She looked like this 2 years ago & needed everything to be done for her.
And now (while she still needs a LOT to be done for/with her), she talks in full sentences and sings her ABCs and puts on her coat and picks out her pony-tails and helps me set the table. I'm an educator by trade and a teacher by nature, and thus have spent more time with little kids than your average joe. And still, it blows my mind what a 2 year old can learn.
Mostly I want her to be a kid and play. She is learning a lot just by running around and being an average 2 year old.
But also, her mind is being formed - these first 5 years are SO SO critical. And just having an awareness of that is helpful in shaping her mind.
I sometimes stumble over to a website called I can teach my child. I really like that concept. She is here with me all the time for at least 3 or 4 years, and I can teach her stuff. And I should!
Thus far, everything we've done has been informal. The big way I see that she's learned a lot is through conversation and books. We are pretty intentional with how we talk to her, what we talk about, what she takes in. For a while now, we've basically just pointed stuff out and talked about it. Nothing 'formal.' Talked about going to the grocery store, what we're buying at the grocery store. The colors and shapes of what we see at the grocery store. The animals and places the food might have come from. How we pay the cashier with money. How there are coins and cash. How we load our groceries into the car and take them home to put them away in the refrigerator. What types of meals we'll make with the food we bought.

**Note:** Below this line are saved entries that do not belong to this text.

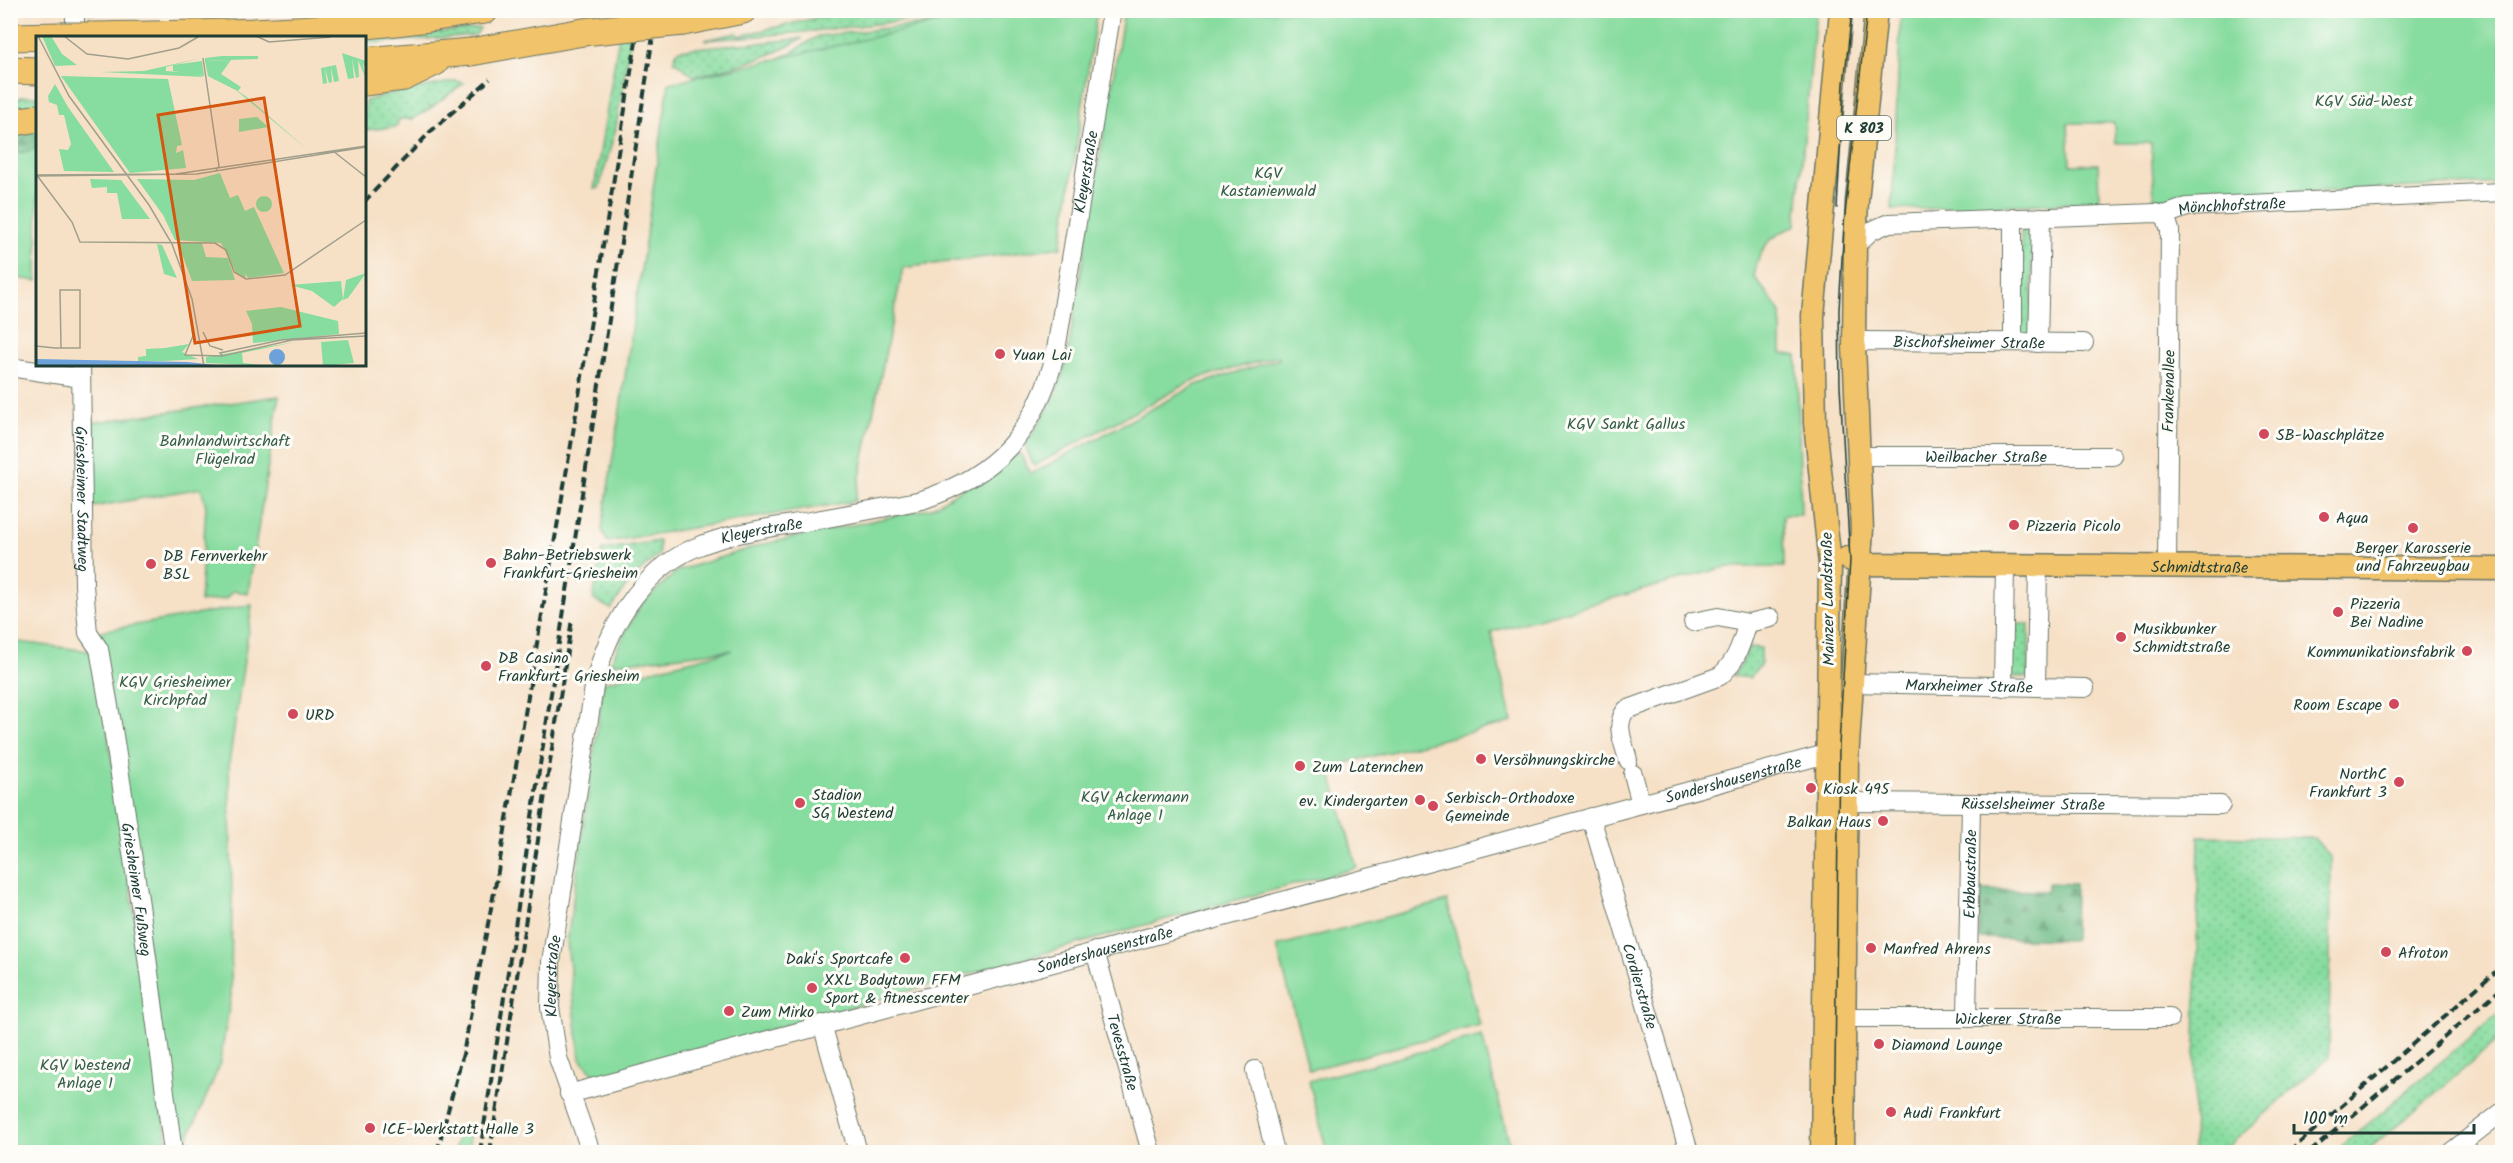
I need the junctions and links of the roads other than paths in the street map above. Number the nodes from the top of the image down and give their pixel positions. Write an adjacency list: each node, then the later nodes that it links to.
1 (75, 10): 8 (street)
2 (485, 10): 7 (highway)
3 (743, 10): 11 (highway, bridge)
4 (1112, 10): 60 (street, Kleyerstraße)
5 (1841, 10): 31 (main road, Mainzer Landstraße / K 803)
6 (1876, 10): 17 (main road, Mainzer Landstraße / K 803)
7 (450, 12): 8 (highway)
8 (75, 36)
9 (10, 37): 10 (highway)
10 (36, 37)
11 (462, 53): 12 (highway); 15 (highway)
12 (366, 61)
13 (10, 70): 14 (highway)
14 (36, 71)
15 (366, 82)
16 (2502, 192): 18 (street, Mönchhofstraße)
17 (1857, 201): 21 (street); 22 (main road, Mainzer Landstraße / K 803)
18 (2165, 215): 20 (street, Mönchhofstraße); 36 (street, Frankenallee)
19 (2013, 217): 20 (street, Mönchhofstraße); 21 (street, Mönchhofstraße); 23 (street)
20 (2041, 217): 24 (street)
21 (1889, 223): 22 (street, Mönchhofstraße)
22 (1855, 246): 26 (main road, Mainzer Landstraße)
23 (2013, 342): 24 (street, Bischofsheimer Straße); 26 (street, Bischofsheimer Straße)
24 (2038, 343): 25 (street, Bischofsheimer Straße)
25 (2084, 343)
26 (1854, 346): 29 (main road, Mainzer Landstraße)
27 (10, 367): 28 (street)
28 (81, 371): 43 (street, Griesheimer Stadtweg)
29 (1858, 456): 30 (street, Weilbacher Straße); 32 (main road, Mainzer Landstraße)
30 (2113, 456)
31 (1826, 528): 32 (main road); 38 (main road, Mainzer Landstraße)
32 (1860, 564): 33 (main road, Schmidtstraße); 38 (main road); 39 (main road, Mainzer Landstraße)
33 (1896, 564): 34 (main road, Schmidtstraße); 39 (main road)
34 (2005, 566): 35 (main road, Schmidtstraße); 46 (street)
35 (2038, 566): 36 (main road, Schmidtstraße); 45 (street)
36 (2167, 567): 37 (main road, Schmidtstraße)
37 (2502, 569)
38 (1829, 604): 48 (main road, Mainzer Landstraße)
39 (1857, 615): 44 (main road, Mainzer Landstraße)
40 (1771, 618): 42 (street)
41 (1693, 622): 42 (street)
42 (1748, 623): 50 (street)
43 (88, 633): 62 (street, Griesheimer Fußweg)
44 (1852, 683): 46 (street, Marxheimer Straße); 49 (main road, Mainzer Landstraße)
45 (2037, 686): 46 (street, Marxheimer Straße); 47 (street, Marxheimer Straße)
46 (2003, 687)
47 (2085, 688)
48 (1826, 754): 50 (street, Sondershausenstraße); 68 (main road, Mainzer Landstraße)
49 (1846, 802): 51 (street, Rüsselsheimer Straße); 56 (main road, Mainzer Landstraße)
50 (1641, 804): 53 (street, Sondershausenstraße)
51 (1971, 804): 52 (street, Rüsselsheimer Straße); 55 (street, Erbbaustraße)
52 (2221, 805)
53 (1591, 817): 54 (street, Sondershausenstraße); 67 (street, Cordierstraße)
54 (1095, 951): 58 (street, Sondershausenstraße); 65 (street, Tevesstraße)
55 (1967, 1016): 56 (street, Wickerer Straße); 57 (street, Wickerer Straße)
56 (1844, 1018): 69 (main road, Mainzer Landstraße)
57 (2170, 1018)
58 (822, 1024): 60 (street, Sondershausenstraße); 64 (street)
59 (1256, 1070): 66 (street)
60 (569, 1094): 63 (street, Kleyerstraße)
61 (2502, 1112): 70 (street)
62 (173, 1152)
63 (591, 1152)
64 (858, 1152)
65 (1151, 1152)
66 (1275, 1152)
67 (1689, 1152)
68 (1822, 1152)
69 (1843, 1152)
70 (2451, 1152)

And that's just the grocery store.
At home, we might play with some blocks.
At first it was eat the blocks.
Then it was mom builds a tower and Addie knocks them over.
Then she could maybe stack 2 on top of each other.
Now she can build a tower.
And soon she'll build a village.
But while building we'd talk about shapes and colors. The same shapes and colors we saw at the grocery store.
More recently, it's this shapes puzzle. She probably put did it a thousand times before she could verbally say "that's a triangle."
photo from amazon - you can get it here |
THEN, I saw a dorky book from the 90s at the library about seeing triangles in every day life. But it has real pictures instead of drawings. She loves it. In fact, when we read the page where the kid makes a triangle with his hands, and then I made a triangle with my hands, her jaw dropped, and then she laughed out loud and tried to do it.
These are not fancy activities. They probably won't get 'pinned.' But this is real life. And in real life every day, she's learning. And the more I realize what she's capable of learning, the more excited I am about giving her opportunities to learn.
I've been thinking a lot about this and am going to try a few different things and I'll probably share them on here along the way.
What do you do at home to teach your little ones?